Monday, June 15, 2015

Implementing Recurrent Neural Net using chainer!

I just started to study deep learning, which is huge boom both in academia and industry. A week ago, a Japanese company called  Preferred Infrastructure (PFI) released new deep learning framework " chainer"! This framework is really great. I was able to implement a recurrent net with less than 100 lines of python code.

Specifically, I tried new recurrent neural network (RNN) called IRNN described in recent Hinton's paper "A Simple Way to Initialize Recurrent Networks of Rectified Linear Units ." It was difficult to train RNN to learn such a long dependency, but IRNN overcame it initializing recurrent weights by identity matrix, and using ReLU as activation function. Awesome!

In this post, I will write about my experiment of IRNN to recognize MNIST digits by putting 724 pixels to the recurrent net in sequential order (a experiment in the paper at section 4.2).

The technique and best parameter value in the paper is:
  • Initialize recurrent weights matrix with identity matrix
  • Initialize other weights matrix sampled from Gaussian distribution with mean of 0 and standard deviation (std) of 0.001
  • Activation function is ReLU
  • Train the network using SGD 
  • learning rate: 10^-8,  gradient clipping value: 1,  and mini batch size is 16.
But I did not use the same settings because the net seems to learn faster at least on the first few epochs.  I did:

  • Initialize other weights matrix sampled from Gaussian distribution with mean of 0 and standard deviation (std) of 0.01
  • No gradient clipping

  • The other setting is the same as the paper.

    Problem is, it takes 50 mins to run each epoch (forward and backpropagate over whole dataset once) on my local environment  (CPU). Perhaps, it's better to buy GPU or  use AWS GPU instance. Anyway, I am currently running it wtih CPU for two days so far!  The results is shown in the following figure. Though the learning is very slow, the net definitely learns ! Cool! I will continue my experiment.

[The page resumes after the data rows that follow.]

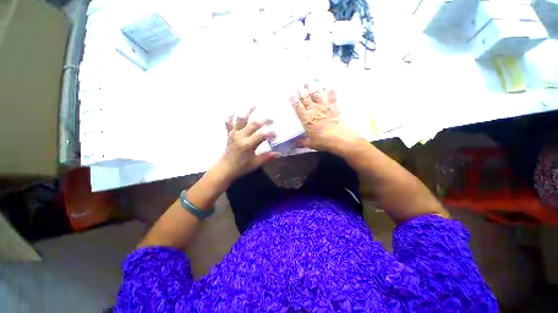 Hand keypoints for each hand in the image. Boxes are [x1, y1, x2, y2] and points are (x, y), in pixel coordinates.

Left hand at [217, 108, 277, 181]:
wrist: (225, 168)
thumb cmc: (241, 167)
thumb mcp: (255, 163)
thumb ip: (266, 157)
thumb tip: (278, 153)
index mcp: (248, 144)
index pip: (262, 135)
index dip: (270, 134)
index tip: (276, 135)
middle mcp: (240, 136)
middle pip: (253, 124)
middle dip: (264, 121)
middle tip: (271, 119)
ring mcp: (234, 134)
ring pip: (241, 119)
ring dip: (248, 111)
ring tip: (254, 105)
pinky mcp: (229, 134)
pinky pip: (229, 123)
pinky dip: (231, 116)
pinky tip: (234, 111)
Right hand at [290, 84, 357, 152]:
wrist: (338, 138)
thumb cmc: (322, 141)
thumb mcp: (309, 143)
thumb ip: (300, 142)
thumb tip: (292, 144)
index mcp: (306, 119)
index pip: (298, 107)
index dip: (294, 100)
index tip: (290, 94)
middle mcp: (313, 111)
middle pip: (306, 99)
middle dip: (301, 91)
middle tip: (298, 85)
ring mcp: (324, 107)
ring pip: (316, 95)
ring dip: (312, 88)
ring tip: (308, 82)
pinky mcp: (333, 107)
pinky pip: (331, 97)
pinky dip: (330, 91)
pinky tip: (329, 85)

    In the paper, they continue to learn up to 1,000,000 steps. At first, I thought one step is just one update of parameter by 16 examples (a batch) but, after I tried by myself, I started to think the step is not just one update, it's the updates over a whole dataset. I am not sure what the word (step or iteration in the paper) literally means, but if it is just one update, my plot above cannot be explained when it is compared with the plot in the paper.

    Sometimes technical words in deep learning or machine learning is confusing to foreigners like me who have studied science not in English.  I sometimes not sure whether epoch, iteration, or step means just one batch update or all updates over a whole dataset. Is it depends on situation or is there clear distinction?  Does anybody knows?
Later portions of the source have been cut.